The man fled the scene after the attack was later seen emerging from the house with a paintbrush.

Image: DenisProduction.com via Shutterstock

TWO YOUNG CHILDREN watched on while their mother was “punched” by a man, who later on that day assaulted their grandmother and covered the interior of the family home in “abusive graffiti”, Naas Court has been told.

Anthony Kelly (39), Old Connell, Newbridge, was charged with assault causing harm on
19 May 2017  at the Lidl store at Athgarvan Road, Newbridge.

He was also charged with assault causing harm at a house in the Co Kildare town and with criminal damage to property including internal walls and bedding on the same date.

At Naas District Court on Thursday, Garda Conor Sheehan said Kelly had “punched” his girlfriend at the time to the head, knocked her to the ground.

Garda Sheehan told the court how a passing motorist had stopped said that Kelly had run from the scene.

The court heard how the injured party was brought to Newbridge Garda Station where she was met by her mother.

Garda Sheehan said that the grandmother to the children subsequently went to a house in the town where Kelly had been residing with his girlfriend and her children, aged four and five.

Red paint 

Garda Sheehan told the court how Kelly came out of the house holding red paint and a paintbrush.

The court heard how Kelly knocked the children’s grandmother to the ground.

Evidence was given that she managed to get up and go into the house where she saw red paint daubed all over the walls.

Inspector Smyth said that there was “abusive, unpleasant graffiti” and paint covering “nearly all the walls”.

Garda Sheehan estimated in court that the damage caused to the interior of the home ran to the thousands of euros.

The court heard how Kelly, who has 28 previous convictions, was arrested on foot of a bench-warrant and had been in custody since 19 May last.
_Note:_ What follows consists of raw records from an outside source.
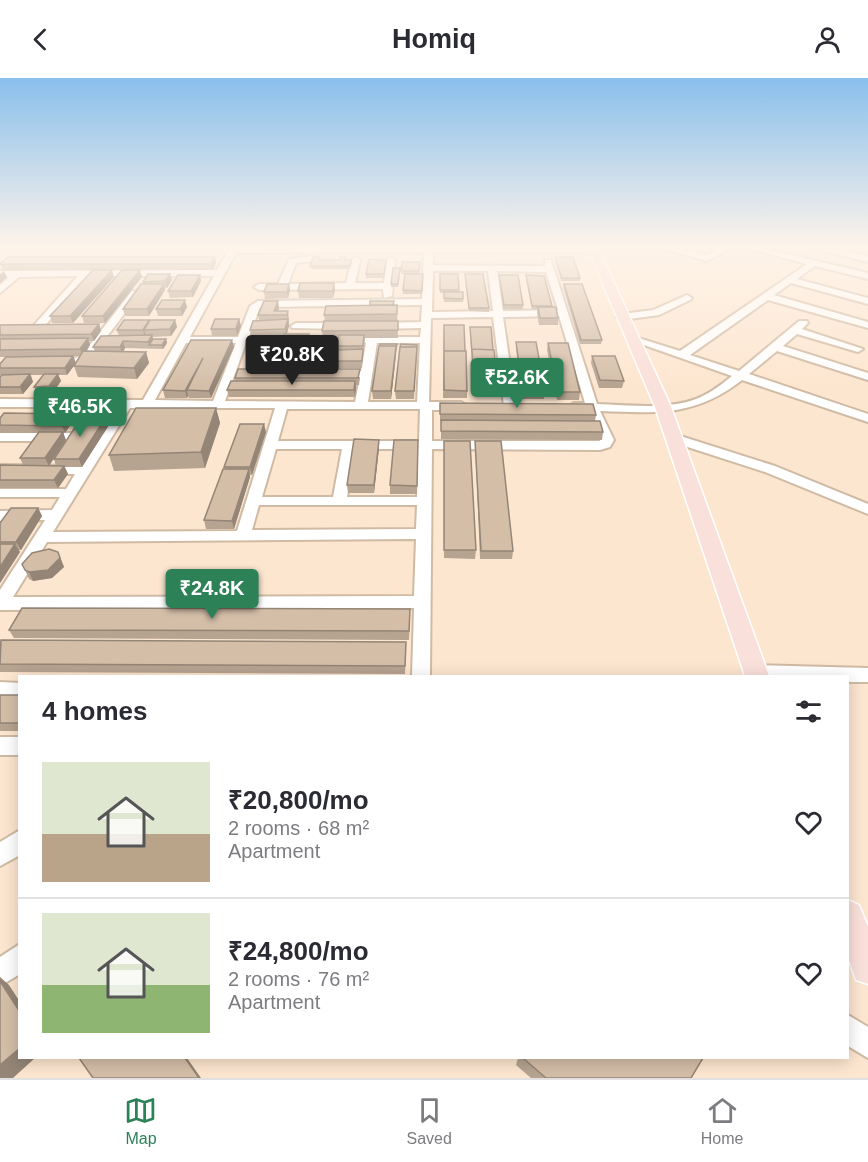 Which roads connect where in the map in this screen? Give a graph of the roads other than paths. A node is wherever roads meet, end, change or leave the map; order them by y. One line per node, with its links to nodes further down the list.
1 (67, 293): 22 (street)
2 (136, 293): 24 (street)
3 (209, 293): 30 (street)
4 (387, 293): 16 (street)
5 (427, 293): 14 (street)
6 (495, 293): 18 (street)
7 (557, 293): 17 (street)
8 (611, 293): 19 (main road)
9 (771, 293): 11 (street)
10 (837, 293): 13 (street)
11 (766, 296): 21 (street); 38 (street)
12 (687, 298): 19 (street)
13 (868, 301)
14 (427, 302): 16 (street); 20 (street)
15 (303, 303): 16 (street); 25 (street); 31 (street)
16 (386, 303)
17 (563, 313): 18 (street); 55 (street)
18 (498, 314): 20 (street); 53 (street)
19 (622, 318): 28 (main road)
20 (426, 320): 27 (street); 35 (street)
21 (868, 325)
22 (59, 326)
23 (90, 326): 24 (street)
24 (111, 326): 39 (street)
25 (296, 326): 26 (street); 32 (street)
26 (355, 326)
27 (367, 326)
28 (632, 339): 38 (street); 56 (main road)
29 (868, 339): 37 (street)
30 (183, 340): 31 (street); 47 (street)
31 (244, 340): 32 (street); 48 (street)
32 (287, 340): 33 (street); 41 (street)
33 (327, 340): 34 (street); 42 (street)
34 (372, 340): 35 (street); 42 (street)
35 (426, 340): 51 (street)
36 (774, 347): 37 (street); 40 (street); 43 (street)
37 (858, 349): 40 (street)
38 (682, 355): 43 (street)
39 (43, 362)
40 (837, 367): 44 (street)
41 (271, 373)
42 (366, 374): 50 (street)
43 (741, 374): 56 (street); 57 (street)
44 (868, 376)
45 (0, 403): 46 (street)
46 (127, 404): 47 (street); 60 (street)
47 (147, 404): 48 (street)
48 (218, 404): 49 (street)
49 (282, 405): 50 (street); 64 (street)
50 (361, 405): 51 (street)
51 (425, 406): 52 (street); 66 (street)
52 (474, 406)
53 (510, 406)
54 (557, 407): 55 (street)
55 (592, 407): 56 (street); 66 (street)
56 (663, 407): 63 (main road)
57 (868, 418)
58 (32, 419): 59 (street)
59 (85, 419): 60 (street); 62 (street)
60 (117, 419): 69 (street)
61 (0, 437): 62 (street)
62 (72, 437): 68 (street)
63 (674, 438): 76 (street); 85 (main road)
64 (270, 445): 65 (street); 73 (street)
65 (349, 445): 66 (street); 74 (street)
66 (425, 445): 75 (street)
67 (0, 469): 68 (street)
68 (51, 470): 69 (street)
69 (85, 470): 72 (street)
70 (0, 493): 71 (street)
71 (27, 493): 72 (street); 78 (street)
72 (71, 493): 77 (street)
73 (254, 501): 74 (street); 81 (street)
74 (339, 501): 75 (street)
75 (424, 501): 80 (street)
76 (868, 509)
77 (57, 515): 78 (street); 82 (street)
78 (5, 516): 79 (street)
79 (0, 531)
80 (423, 534): 81 (street); 83 (street)
81 (243, 536): 82 (street)
82 (42, 537): 84 (street)
83 (421, 602): 84 (street); 86 (street)
84 (0, 604)
85 (756, 674): 87 (street)
86 (421, 675)
87 (868, 675)
88 (0, 690): 89 (street)
89 (18, 691)
90 (0, 746): 91 (street)
91 (18, 746)
92 (18, 842): 93 (street)
93 (0, 855)
94 (849, 919): 96 (main road)
95 (18, 959): 97 (street)
96 (868, 968)
97 (0, 973)
98 (849, 1030): 99 (street)
99 (868, 1044)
He pleaded guilty and did not seek bail.

Evidence was given that Kelly, whose convictions Judge Desmond Zaidan noted had a “common thread of violent crime”, received his first conviction in 1995 for assault.
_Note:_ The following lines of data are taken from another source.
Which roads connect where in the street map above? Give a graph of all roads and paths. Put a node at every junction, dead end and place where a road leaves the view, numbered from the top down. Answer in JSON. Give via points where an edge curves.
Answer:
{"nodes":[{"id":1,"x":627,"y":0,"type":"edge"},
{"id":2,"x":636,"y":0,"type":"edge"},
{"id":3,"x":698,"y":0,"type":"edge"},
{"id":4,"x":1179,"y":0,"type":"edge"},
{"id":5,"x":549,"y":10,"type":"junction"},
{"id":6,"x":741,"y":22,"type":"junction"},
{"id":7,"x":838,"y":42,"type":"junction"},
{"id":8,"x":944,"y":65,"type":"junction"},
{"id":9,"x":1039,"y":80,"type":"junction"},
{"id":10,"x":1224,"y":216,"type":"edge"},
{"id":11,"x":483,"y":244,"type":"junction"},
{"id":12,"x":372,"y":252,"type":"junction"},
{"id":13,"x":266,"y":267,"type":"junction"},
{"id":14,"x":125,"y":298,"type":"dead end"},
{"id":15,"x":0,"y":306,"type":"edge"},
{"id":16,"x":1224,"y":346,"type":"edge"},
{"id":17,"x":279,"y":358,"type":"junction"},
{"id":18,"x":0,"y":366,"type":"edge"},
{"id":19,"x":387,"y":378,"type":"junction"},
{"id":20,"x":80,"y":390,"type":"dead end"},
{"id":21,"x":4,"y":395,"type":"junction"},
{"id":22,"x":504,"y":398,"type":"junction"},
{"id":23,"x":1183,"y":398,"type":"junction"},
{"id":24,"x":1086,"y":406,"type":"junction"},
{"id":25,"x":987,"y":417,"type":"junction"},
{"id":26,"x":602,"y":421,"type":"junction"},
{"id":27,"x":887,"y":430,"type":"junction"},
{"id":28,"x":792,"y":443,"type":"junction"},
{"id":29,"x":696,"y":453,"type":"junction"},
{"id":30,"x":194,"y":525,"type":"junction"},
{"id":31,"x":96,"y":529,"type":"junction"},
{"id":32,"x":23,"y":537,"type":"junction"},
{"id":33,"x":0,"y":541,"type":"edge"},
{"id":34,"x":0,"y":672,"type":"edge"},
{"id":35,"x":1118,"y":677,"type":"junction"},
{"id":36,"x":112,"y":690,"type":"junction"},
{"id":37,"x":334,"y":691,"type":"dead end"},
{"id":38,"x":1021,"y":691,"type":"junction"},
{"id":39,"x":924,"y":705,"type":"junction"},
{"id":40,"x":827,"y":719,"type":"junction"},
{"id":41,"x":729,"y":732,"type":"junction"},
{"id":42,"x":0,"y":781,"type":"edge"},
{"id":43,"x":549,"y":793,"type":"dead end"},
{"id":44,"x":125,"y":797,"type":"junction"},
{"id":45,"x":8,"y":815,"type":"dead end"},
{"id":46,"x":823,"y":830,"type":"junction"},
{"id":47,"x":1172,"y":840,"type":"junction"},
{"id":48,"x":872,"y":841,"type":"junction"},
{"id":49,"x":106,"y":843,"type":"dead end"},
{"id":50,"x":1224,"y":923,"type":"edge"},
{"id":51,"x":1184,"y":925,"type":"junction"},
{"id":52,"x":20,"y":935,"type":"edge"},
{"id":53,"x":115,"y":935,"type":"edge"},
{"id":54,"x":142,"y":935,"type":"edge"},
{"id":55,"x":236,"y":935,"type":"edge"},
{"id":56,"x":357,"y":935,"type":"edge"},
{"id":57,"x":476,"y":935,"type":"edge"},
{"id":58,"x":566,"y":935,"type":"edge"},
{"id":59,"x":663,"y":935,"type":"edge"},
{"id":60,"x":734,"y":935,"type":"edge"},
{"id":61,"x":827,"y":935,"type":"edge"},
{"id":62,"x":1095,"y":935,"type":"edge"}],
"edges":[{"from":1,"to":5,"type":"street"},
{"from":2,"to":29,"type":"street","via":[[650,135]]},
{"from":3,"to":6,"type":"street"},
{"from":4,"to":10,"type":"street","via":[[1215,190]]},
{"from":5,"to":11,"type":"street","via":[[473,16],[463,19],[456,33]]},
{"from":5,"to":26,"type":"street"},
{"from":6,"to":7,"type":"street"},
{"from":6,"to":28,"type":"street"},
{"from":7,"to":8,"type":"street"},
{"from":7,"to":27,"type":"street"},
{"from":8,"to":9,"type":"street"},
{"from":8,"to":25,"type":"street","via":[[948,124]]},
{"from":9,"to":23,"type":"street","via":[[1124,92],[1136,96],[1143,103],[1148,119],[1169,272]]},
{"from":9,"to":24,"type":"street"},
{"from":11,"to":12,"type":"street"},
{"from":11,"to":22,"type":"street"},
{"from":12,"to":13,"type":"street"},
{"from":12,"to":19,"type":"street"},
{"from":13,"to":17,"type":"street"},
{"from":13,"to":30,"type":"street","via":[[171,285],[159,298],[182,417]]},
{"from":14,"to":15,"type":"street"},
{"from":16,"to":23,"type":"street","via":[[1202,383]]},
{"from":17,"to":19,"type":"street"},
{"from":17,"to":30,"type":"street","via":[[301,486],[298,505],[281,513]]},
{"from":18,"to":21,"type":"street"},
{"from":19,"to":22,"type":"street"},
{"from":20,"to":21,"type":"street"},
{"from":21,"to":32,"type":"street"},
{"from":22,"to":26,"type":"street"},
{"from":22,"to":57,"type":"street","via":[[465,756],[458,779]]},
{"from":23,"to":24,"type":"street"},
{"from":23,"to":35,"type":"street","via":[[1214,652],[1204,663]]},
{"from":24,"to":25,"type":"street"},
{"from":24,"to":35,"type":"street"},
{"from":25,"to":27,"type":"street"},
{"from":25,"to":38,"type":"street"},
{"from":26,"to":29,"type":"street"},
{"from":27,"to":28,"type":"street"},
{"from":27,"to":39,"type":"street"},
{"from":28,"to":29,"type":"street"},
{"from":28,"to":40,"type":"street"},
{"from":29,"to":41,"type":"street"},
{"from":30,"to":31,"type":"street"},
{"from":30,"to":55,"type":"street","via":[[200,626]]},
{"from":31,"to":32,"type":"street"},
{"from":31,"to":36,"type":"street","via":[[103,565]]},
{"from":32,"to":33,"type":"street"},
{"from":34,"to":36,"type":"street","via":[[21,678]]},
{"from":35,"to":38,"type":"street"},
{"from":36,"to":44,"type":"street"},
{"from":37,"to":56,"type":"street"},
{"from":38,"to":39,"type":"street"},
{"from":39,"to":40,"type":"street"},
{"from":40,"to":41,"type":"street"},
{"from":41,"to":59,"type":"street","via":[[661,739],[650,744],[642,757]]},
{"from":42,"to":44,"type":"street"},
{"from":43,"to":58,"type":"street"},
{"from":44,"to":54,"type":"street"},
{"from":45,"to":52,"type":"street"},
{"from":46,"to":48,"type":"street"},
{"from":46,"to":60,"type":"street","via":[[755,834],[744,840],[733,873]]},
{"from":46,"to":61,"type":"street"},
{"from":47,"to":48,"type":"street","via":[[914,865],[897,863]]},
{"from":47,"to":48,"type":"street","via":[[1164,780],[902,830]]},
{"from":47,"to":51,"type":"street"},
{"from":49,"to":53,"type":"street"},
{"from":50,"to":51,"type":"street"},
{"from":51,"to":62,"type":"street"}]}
Other previous convictions included theft, burglary, being in possession of a knife, public order and arson.

Defence Barrister Willie Hughes said that on the day Kelly did “not know what came over him”.

Hughes said a minor argument had arisen “about what side of the road they should be on. He lost control of himself. He was under a lot of stress.”

Christmas 

The defence argued that Kelly had already spent seven months in custody and would like to spend Christmas with his teenage daughter.
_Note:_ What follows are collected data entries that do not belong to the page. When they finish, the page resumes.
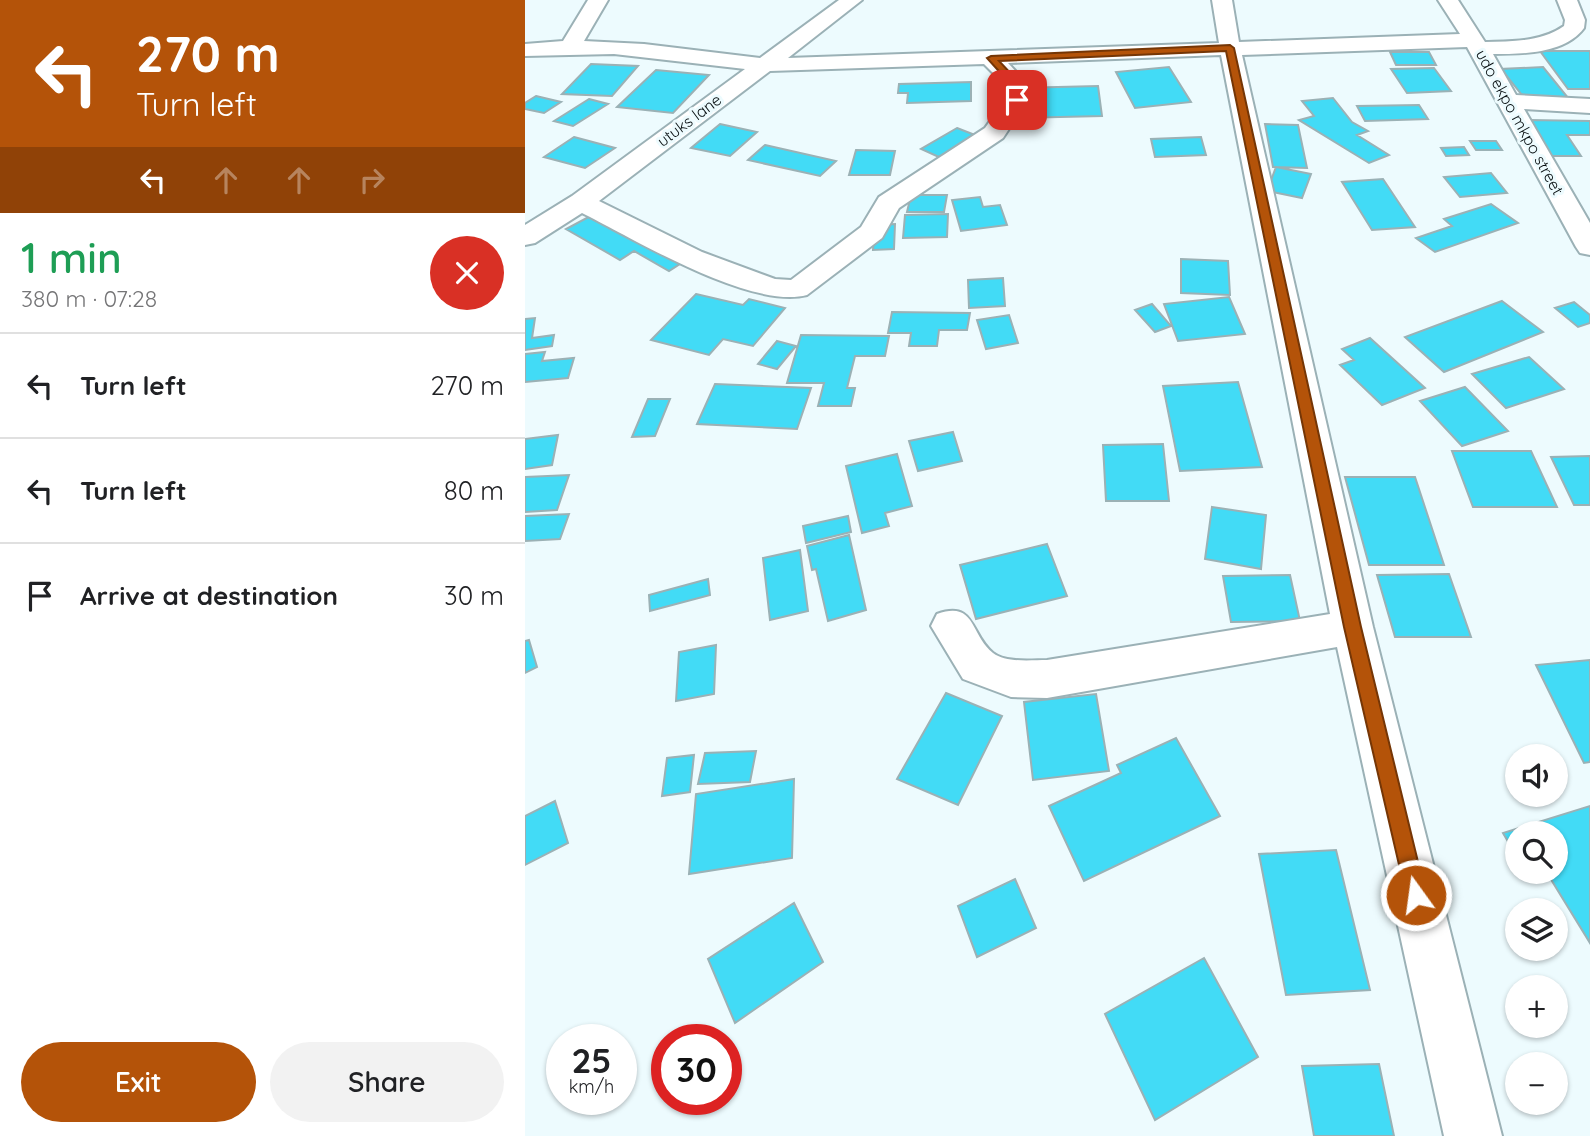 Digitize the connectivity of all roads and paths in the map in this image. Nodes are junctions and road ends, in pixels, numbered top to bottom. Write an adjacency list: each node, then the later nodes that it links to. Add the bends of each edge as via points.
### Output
1 (598, 0): 7 (street)
2 (852, 0): 11 (street, utuks lane)
3 (1222, 0): 8 (street)
4 (1448, 0): 6 (street, udo ekpo mkpo street)
5 (1567, 0): 6 (street, via 1575,20 1565,36 1525,46)
6 (1476, 44): 8 (street); 12 (street, udo ekpo mkpo street)
7 (571, 45): 9 (street); 11 (street)
8 (1230, 48): 10 (street); 18 (street)
9 (525, 50)
10 (991, 58): 11 (street); 14 (street, via 1011,78 1017,100 994,133 888,203 871,232 797,289 771,288 692,258)
11 (762, 65): 14 (street, utuks lane)
12 (1509, 101): 13 (street); 16 (street, udo ekpo mkpo street)
13 (1590, 106)
14 (581, 202): 15 (street, utuks lane)
15 (525, 237)
16 (1590, 247)
17 (951, 626): 18 (street, via 978,666 1011,678 1047,679)
18 (1353, 627): 19 (street)
19 (1473, 1136)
Hughes said that Kelly was attending counselling in prison.

Addressing Kelly, Judge Zaidan said: “This is shocking behaviour. I have given you a chance before.”

Judge Zaidan asked Kelly why he carried out the attacks.

In court, Kelly said: “I was getting up at 7am, washing the children and minding them.”

Judge Zaidan said: “If you were not happy with your lifestyle, why did you not walk away? They witnessed their mother being beaten by you.”

Kelly said that he stayed in the relationship because of the children.

Judge Zaidan said: “It is not too late to turn your life around. You can have a meaningful relationship with your teenage daughter. You will have to put this behaviour behind you.”

The judge, on imposing the sentence, said he was bearing in mind the guilty plea and that Kelly had already served seven months in custody.

Kelly was sentenced to 20 months in prison, backdated to May. Judge Zaidan said that the maximum sentence he could have imposed was 24 months.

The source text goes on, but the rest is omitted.